N (int) – Pupil sampling (NxN grid).
usefilter (char) – The RST filter element. One of ‘R’, ‘Z’, ‘Y’, ‘J’, ‘H’, ‘F’, ‘K’, ‘W’.
wl (float, optional) – The wavelength in mm. Default is the central wavelength of that filter.
hasE (bool, optional) – If True, propagate the electric field.
width (float, optional) – The size of the grid for sampling of the entrance pupil, in mm. (Default is good for RST.)
jacobian (np.ndarray, optional) – If used, this will give a 2x2 distortion matrix, used so that the output exit pupil is on a square grid. Default is a square grid on the entrance pupil.
ovsamp (int, optional) – Oversamples cells in the entrance pupil by this factor; only used if hires is given.
a_lanczos (int, optional) – The “a” parameter for Lanczos interpolation; this controls the size of the kernel. Default is 3.
idealgeom (bool, optional) – Forces the design model rather than with the best-fit offsets.
idealmirror (bool, optional) – Forces the mirror to be an ideal conducting surface instead of the model.
outsca (int, optional) – Which output SCA to project the PSF on to? (1..18) The default is to choose the SCA whose center is closest to where the ray lands.
errs (dict, optional) –
The surface error model. Dictionary with keys:
basis:
RomanBasisSetobject.grad : bool, optional: whether to compute gradient of s with respect to the surface error parameters.
Warning: this can be big!
arr: np.ndarray, optional: 1D array of amplitudes of each basis mode.
- Returns:
The ray bundle object. The following additional information is provided as numpy arrays:
RB.x_out : shape (2,), location of output ray on FPA [in mm] RB.xyi : shape (N,N,2), coordinates of the initial rays [in mm] RB.u : shape (N,N,2), directions (orthographic projection) RB.s : shape (N,N), optical path length of ray to position s RS.open : shape (N,N), fraction of that cell that is open (between 0 and 1 inclusive).
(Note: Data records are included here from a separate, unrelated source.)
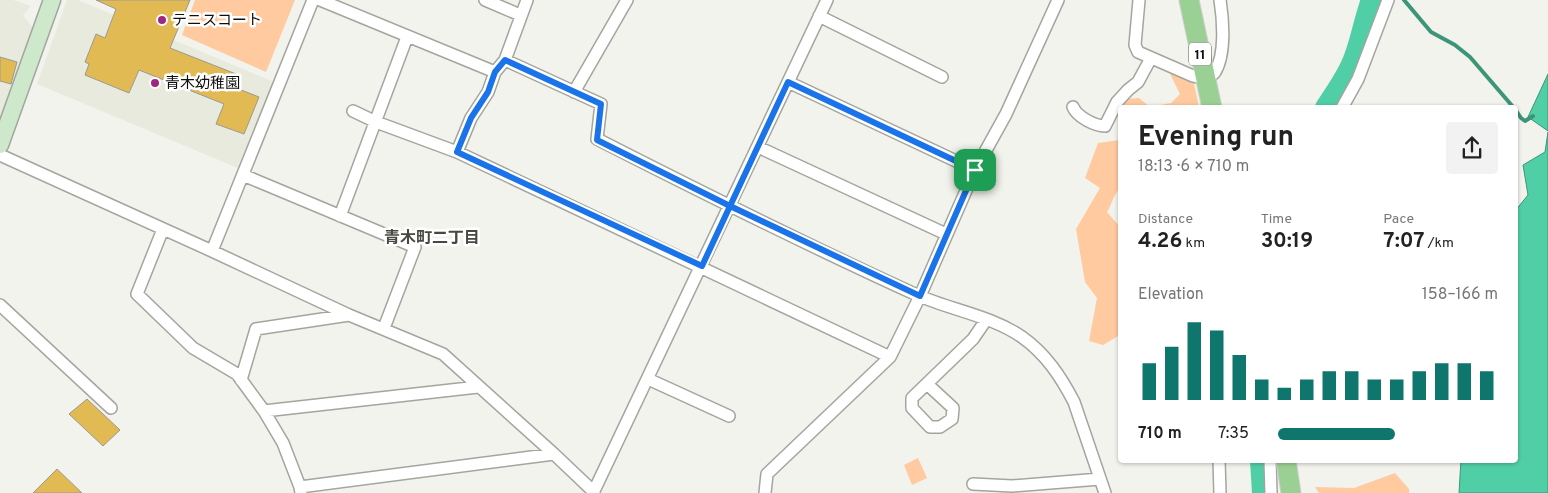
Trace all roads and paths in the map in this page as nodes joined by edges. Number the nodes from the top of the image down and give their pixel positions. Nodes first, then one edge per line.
1 (52, 0) edge
2 (313, 0) edge
3 (320, 0) edge
4 (485, 0) edge
5 (527, 0) edge
6 (627, 0) edge
7 (827, 0) edge
8 (1058, 0) edge
9 (1139, 0) edge
10 (1189, 0) edge
11 (1220, 0) edge
12 (1388, 0) edge
13 (520, 15) junction
14 (819, 16) junction
15 (407, 37) junction
16 (1151, 58) junction
17 (505, 60) junction
18 (495, 72) junction
19 (942, 77) dead end
20 (1206, 79) junction
21 (788, 82) junction
22 (574, 92) junction
23 (1211, 105) edge
24 (1344, 105) edge
25 (1073, 107) dead end
26 (353, 111) dead end
27 (376, 122) junction
28 (0, 145) edge
29 (758, 147) junction
30 (457, 152) junction
31 (0, 154) edge
32 (975, 170) junction
33 (242, 176) junction
34 (730, 206) junction
35 (340, 216) junction
36 (163, 229) junction
37 (946, 234) junction
38 (212, 250) junction
39 (702, 266) junction
40 (920, 296) junction
41 (0, 305) edge
42 (349, 315) junction
43 (986, 320) junction
44 (384, 328) junction
45 (890, 357) junction
46 (648, 379) junction
47 (241, 380) junction
48 (927, 384) dead end
49 (478, 387) junction
50 (111, 408) dead end
51 (264, 411) junction
52 (730, 416) dead end
53 (554, 454) junction
54 (1219, 463) edge
55 (1270, 463) edge
56 (1286, 463) edge
57 (1100, 479) junction
58 (973, 484) dead end
59 (300, 490) edge
60 (594, 492) edge
61 (765, 493) edge
62 (1105, 493) edge
63 (1220, 493) edge
64 (1271, 493) edge
65 (1291, 493) edge

1 - 28 main road
2 - 33 street
3 - 15 street
4 - 13 street
5 - 13 street
6 - 22 street
7 - 14 street
8 - 32 street
9 - 16 street
10 - 20 main road, 11
11 - 20 street
12 - 24 street
13 - 17 street
14 - 19 street
14 - 21 street
15 - 18 street
15 - 27 street
16 - 20 street
16 - 25 street
17 - 18 street
17 - 22 street
18 - 30 street
20 - 23 main road, 11
21 - 29 street
21 - 32 street
22 - 34 street
26 - 27 street
27 - 30 street
27 - 35 street
29 - 34 street
29 - 37 street
30 - 39 street
31 - 36 street
32 - 37 street
33 - 35 street
33 - 38 street
34 - 39 street
34 - 40 street
35 - 44 street
36 - 38 street
36 - 47 street
37 - 40 street
38 - 42 street
39 - 45 street
39 - 46 street
40 - 43 street
40 - 45 street
41 - 50 street
42 - 44 street
42 - 47 street
43 - 48 street
43 - 57 street
44 - 49 street
45 - 61 street
46 - 52 street
46 - 60 street
47 - 51 street
49 - 51 street
49 - 53 street
51 - 59 street
53 - 59 street
53 - 60 street
54 - 63 street
55 - 64 street
56 - 65 main road
57 - 58 street
57 - 62 street

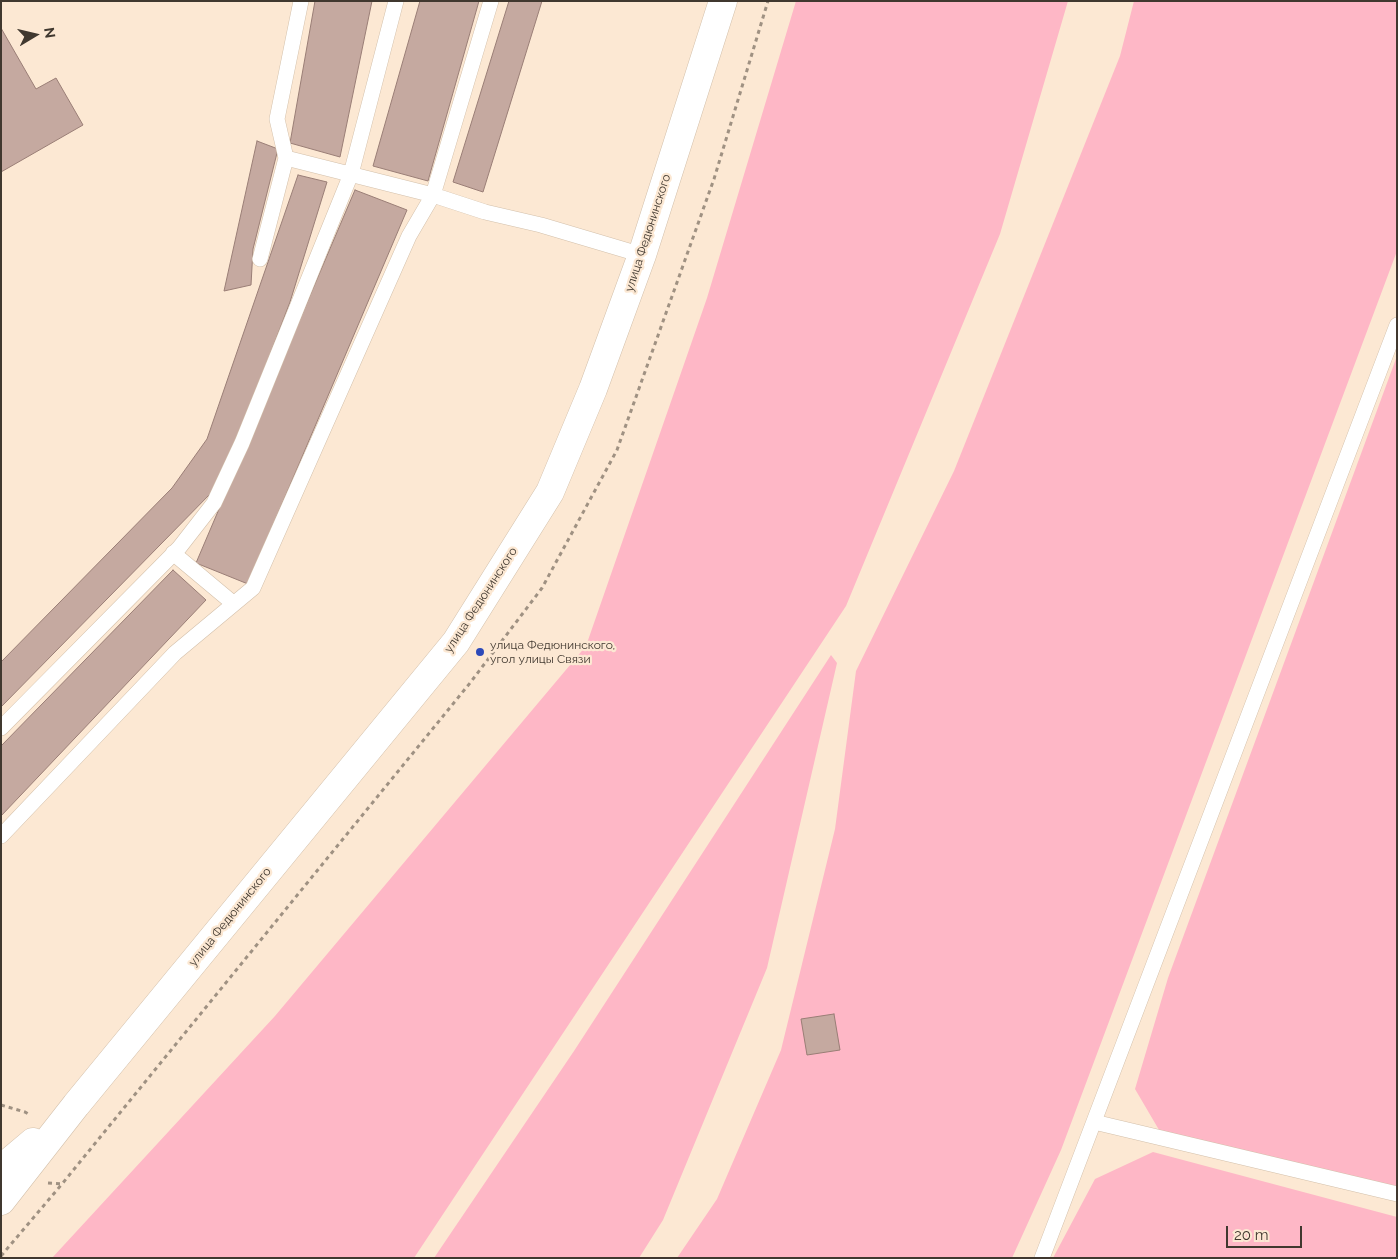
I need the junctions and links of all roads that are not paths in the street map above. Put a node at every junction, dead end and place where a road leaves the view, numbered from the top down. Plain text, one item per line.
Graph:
1 (301, 1) edge
2 (396, 1) edge
3 (491, 1) edge
4 (723, 1) edge
5 (286, 158) junction
6 (351, 174) junction
7 (433, 195) junction
8 (642, 255) junction
9 (260, 259) dead end
10 (1397, 325) edge
11 (173, 553) junction
12 (234, 604) junction
13 (1, 728) edge
14 (1, 836) edge
15 (76, 1105) junction
16 (1094, 1122) junction
17 (1, 1169) edge
18 (1397, 1194) edge
19 (1, 1201) edge
20 (1042, 1258) edge

1 - 5 lane
2 - 6 lane
3 - 7 lane
4 - 8 main road, улица Федюнинского
5 - 6 lane
5 - 9 lane
6 - 7 lane
6 - 11 lane
7 - 8 lane
7 - 12 lane
8 - 15 main road, улица Федюнинского
10 - 16 lane
11 - 12 lane
11 - 13 lane
12 - 14 lane
15 - 17 main road, улица Федюнинского
15 - 19 main road, улица Федюнинского
16 - 18 lane
16 - 20 lane

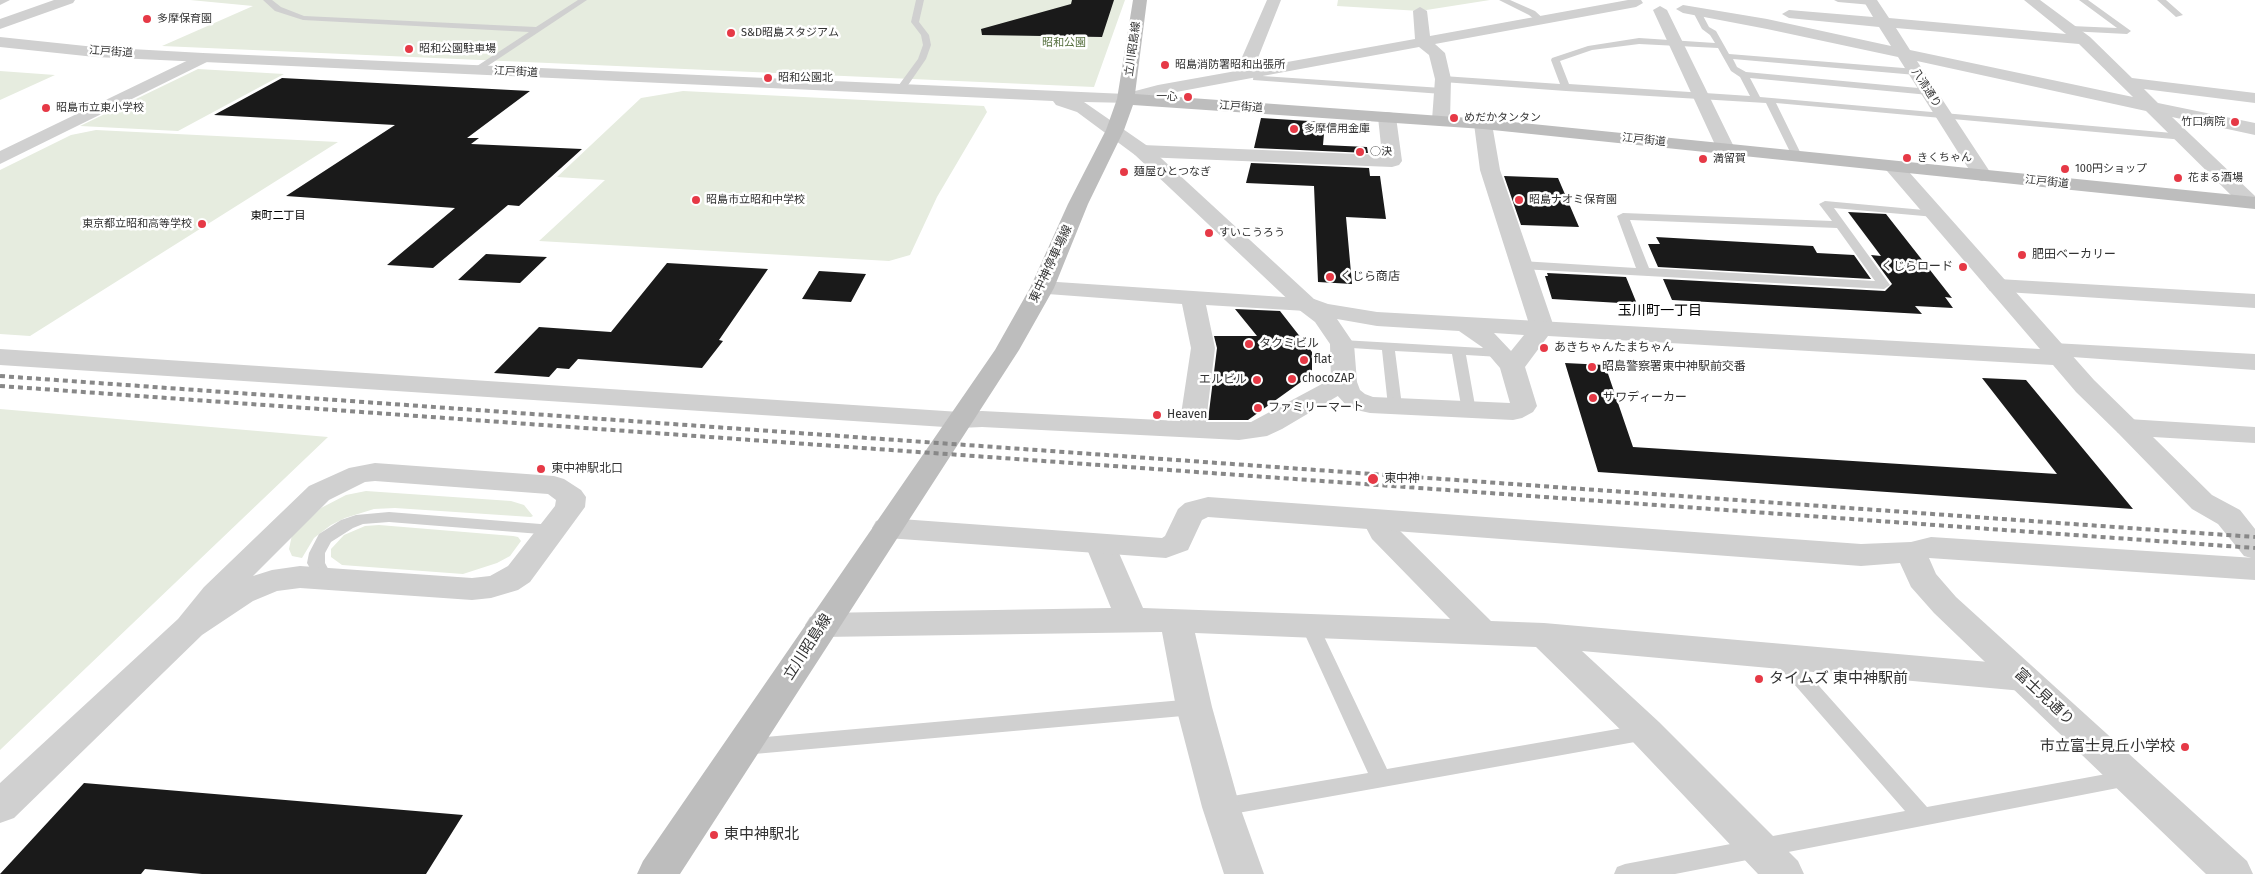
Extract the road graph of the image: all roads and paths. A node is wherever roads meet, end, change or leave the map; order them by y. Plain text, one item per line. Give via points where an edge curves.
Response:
1 (68, 0) edge
2 (267, 0) edge
3 (582, 0) edge
4 (920, 0) edge
5 (1140, 0) edge
6 (1274, 0) edge
7 (1503, 0) edge
8 (1838, 0) edge
9 (2030, 0) edge
10 (2083, 0) edge
11 (2161, 0) edge
12 (1635, 1) edge
13 (1871, 1) edge
14 (1688, 6) edge
15 (1660, 10) junction
16 (1420, 11) dead end
17 (2179, 15) dead end
18 (1542, 21) junction
19 (1885, 23) junction
20 (0, 24) edge
21 (538, 30) junction
22 (2077, 34) junction
23 (0, 42) edge
24 (1423, 43) junction
25 (1678, 44) junction
26 (1720, 46) junction
27 (1904, 54) junction
28 (1726, 56) junction
29 (203, 58) junction
30 (477, 70) junction
31 (1916, 72) junction
32 (1251, 73) junction
33 (1744, 75) junction
34 (2127, 82) junction
35 (1442, 85) junction
36 (1566, 88) junction
37 (901, 89) junction
38 (1929, 92) junction
39 (1032, 94) junction
40 (1703, 96) junction
41 (2255, 98) edge
42 (1126, 99) junction
43 (1757, 100) junction
44 (1769, 100) junction
45 (2152, 107) junction
46 (1944, 116) junction
47 (1387, 117) junction
48 (1440, 120) junction
49 (1483, 124) junction
50 (2255, 129) edge
51 (1115, 130) junction
52 (2184, 137) junction
53 (1726, 149) junction
54 (1142, 151) junction
55 (1797, 156) junction
56 (0, 158) edge
57 (1894, 167) junction
58 (1982, 176) junction
59 (2253, 204) edge
60 (1935, 214) junction
61 (1840, 226) junction
62 (1521, 265) junction
63 (1644, 272) junction
64 (1998, 286) junction
65 (1042, 288) junction
66 (1193, 298) junction
67 (2255, 301) edge
68 (1306, 304) junction
69 (1380, 319) junction
70 (1463, 323) junction
71 (1542, 327) junction
72 (1342, 344) junction
73 (1388, 346) junction
74 (1458, 350) junction
75 (2056, 354) junction
76 (0, 357) edge
77 (1506, 360) junction
78 (2255, 362) edge
79 (1344, 382) junction
80 (1395, 406) junction
81 (1469, 411) junction
82 (960, 420) junction
83 (2128, 427) junction
84 (1192, 429) junction
85 (2255, 435) edge
86 (2242, 518) edge
87 (1377, 520) junction
88 (887, 528) junction
89 (552, 530) junction
90 (275, 535) junction
91 (1100, 544) junction
92 (2255, 549) edge
93 (1911, 552) junction
94 (2255, 569) edge
95 (312, 577) junction
96 (1132, 619) junction
97 (1176, 621) junction
98 (822, 624) junction
99 (1310, 626) junction
100 (190, 627) junction
101 (1483, 633) junction
102 (1544, 635) junction
103 (1780, 654) junction
104 (2023, 678) junction
105 (1194, 707) junction
106 (1646, 732) junction
107 (742, 748) junction
108 (2130, 778) junction
109 (1381, 779) junction
110 (0, 807) edge
111 (1221, 807) junction
112 (1923, 817) junction
113 (1758, 848) junction
114 (657, 874) edge
115 (1244, 874) edge
116 (1625, 874) edge
117 (1784, 874) edge
118 (2233, 874) edge

1 - 20 street
2 - 21 lane via 278,9 303,18
3 - 21 lane
4 - 37 lane via 915,22 925,35 927,45 922,59
5 - 42 main road, 立川昭島線
6 - 32 street
7 - 18 lane
8 - 13 lane
9 - 22 street
10 - 22 lane via 2127,31
11 - 17 lane
12 - 15 street
12 - 18 street
13 - 19 street, 八清通り
14 - 15 street
14 - 19 street
14 - 26 lane via 1713,33
14 - 27 street
15 - 25 street
16 - 24 street
18 - 24 street
19 - 22 street
19 - 27 street, 八清通り
21 - 30 lane
22 - 34 street
23 - 29 street, 江戸街道 via 95,52
24 - 32 street
24 - 35 street via 1437,53
25 - 26 lane
25 - 36 lane via 1639,42 1591,48 1556,60
25 - 40 street
26 - 28 lane
27 - 31 street, 八清通り
27 - 45 street
28 - 31 lane
28 - 33 lane via 1734,70
29 - 30 street, 江戸街道
29 - 56 street
30 - 37 street, 江戸街道
31 - 38 street, 八清通り
32 - 35 lane via 1256,78
32 - 42 street
33 - 38 lane
33 - 43 lane
34 - 41 street
34 - 45 street
35 - 36 lane
35 - 48 street
36 - 40 lane
37 - 39 street, 江戸街道
38 - 46 street, 八清通り
39 - 42 street, 江戸街道
39 - 51 street, 江戸街道 via 1083,108
40 - 43 lane
40 - 53 street
42 - 47 main road, 江戸街道
42 - 51 main road, 東中神停車場線
43 - 44 lane
44 - 46 lane
44 - 55 lane
45 - 50 street
45 - 52 street
46 - 52 lane
46 - 58 street, 八清通り
47 - 48 main road, 江戸街道
47 - 54 street via 1392,162
48 - 49 main road, 江戸街道
49 - 53 main road, 江戸街道
49 - 62 street via 1490,170
51 - 54 street, 江戸街道
51 - 65 main road, 東中神停車場線 via 1078,204
52 - 59 street
53 - 55 main road, 江戸街道
54 - 68 street, 江戸街道
55 - 57 main road, 江戸街道
57 - 58 main road, 江戸街道
57 - 60 street
58 - 59 main road, 江戸街道
60 - 61 lane via 1825,204
60 - 64 street
61 - 63 lane via 1622,216
61 - 63 lane via 1884,285
62 - 63 lane
62 - 71 street
64 - 67 street
64 - 75 street
65 - 66 street
65 - 82 main road, 東中神停車場線 via 1007,350
66 - 68 street
66 - 84 street via 1203,348
68 - 69 street via 1346,315
68 - 72 street, 江戸街道 via 1323,318
69 - 70 street
69 - 72 street via 1347,333
70 - 71 street
70 - 77 street via 1481,333
71 - 75 street
71 - 77 street
72 - 73 lane
72 - 79 street
73 - 74 lane
73 - 80 lane
74 - 77 lane
74 - 81 lane
75 - 78 street
75 - 83 street
76 - 82 street
77 - 81 street via 1524,406 1513,412
79 - 80 street via 1356,400 1370,405
79 - 84 street via 1257,430
80 - 81 street
82 - 84 street
82 - 88 main road, 立川昭島線
83 - 85 street
83 - 86 street via 2202,502
86 - 92 street
87 - 91 street via 1208,507 1195,510 1177,543 1166,548
87 - 93 street via 1861,555
87 - 101 street via 1383,532
88 - 91 street
88 - 98 main road, 立川昭島線
89 - 90 street via 570,507 571,497 554,485 374,472 359,474 330,486
89 - 95 street via 519,574 491,588
89 - 95 lane via 389,517 362,519 347,524 326,538 317,553
90 - 95 street via 277,560 287,570
90 - 100 street via 215,595
91 - 96 street
93 - 94 street via 1931,547
93 - 104 street, 富士見通り via 1922,579
95 - 100 street via 272,581 242,594
96 - 97 street
96 - 98 street
97 - 99 street
97 - 105 street
98 - 107 main road, 立川昭島線
99 - 101 street
99 - 109 lane
100 - 110 street
101 - 102 street
102 - 103 street
102 - 106 street
103 - 104 street
103 - 112 lane
104 - 108 street, 富士見通り
105 - 107 lane
105 - 111 street
106 - 109 lane
106 - 113 street
107 - 114 main road, 立川昭島線
108 - 112 lane
108 - 118 street, 富士見通り
109 - 111 lane
111 - 115 street
112 - 113 lane
113 - 116 lane
113 - 117 street

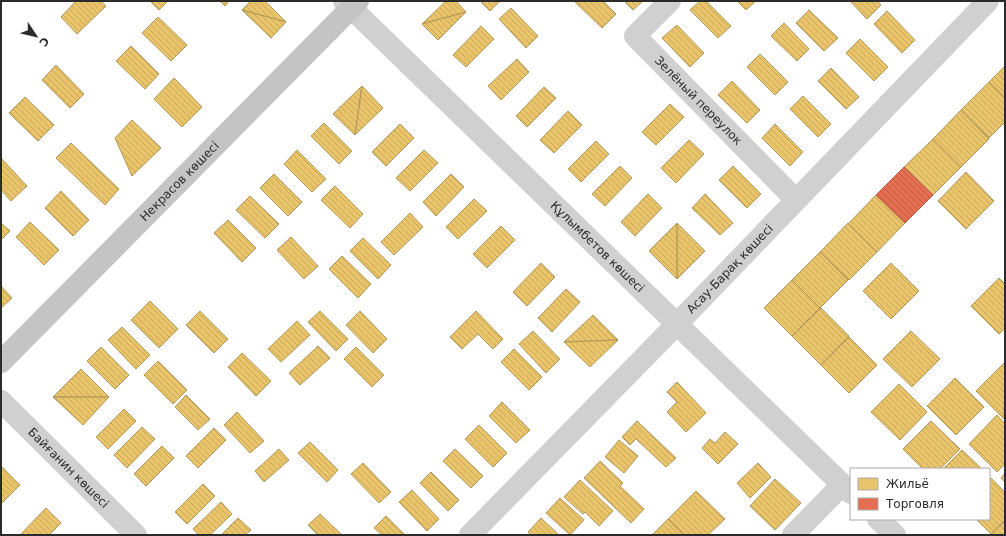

If hasE is True, then also provides:
RB.E : shape (N,N,2,4), complex, electric field for the 2 initial polarizations and 3 components
(last axis 0th component should be 0)
- If
errs["grad"]is True, then also provides: RB.grad : shape (N,N,basis_set.N), derivative of s with respect to each surface error parameter.
- If
- Return type:
See also
_RomanRayBundleThe routine “wrapped inside” (this is called once to figure out which cells need to be simulated at higher resolution).
Notes
This is based on the specifications in: “Opto-Mechanical Definitions”, RST-SYS-SPEC-0055, Revision E released by the Configuration Management Office June 11, 2021 (not export controlled). Most information is in CODE V format, but some was converted to be usable in this Python script.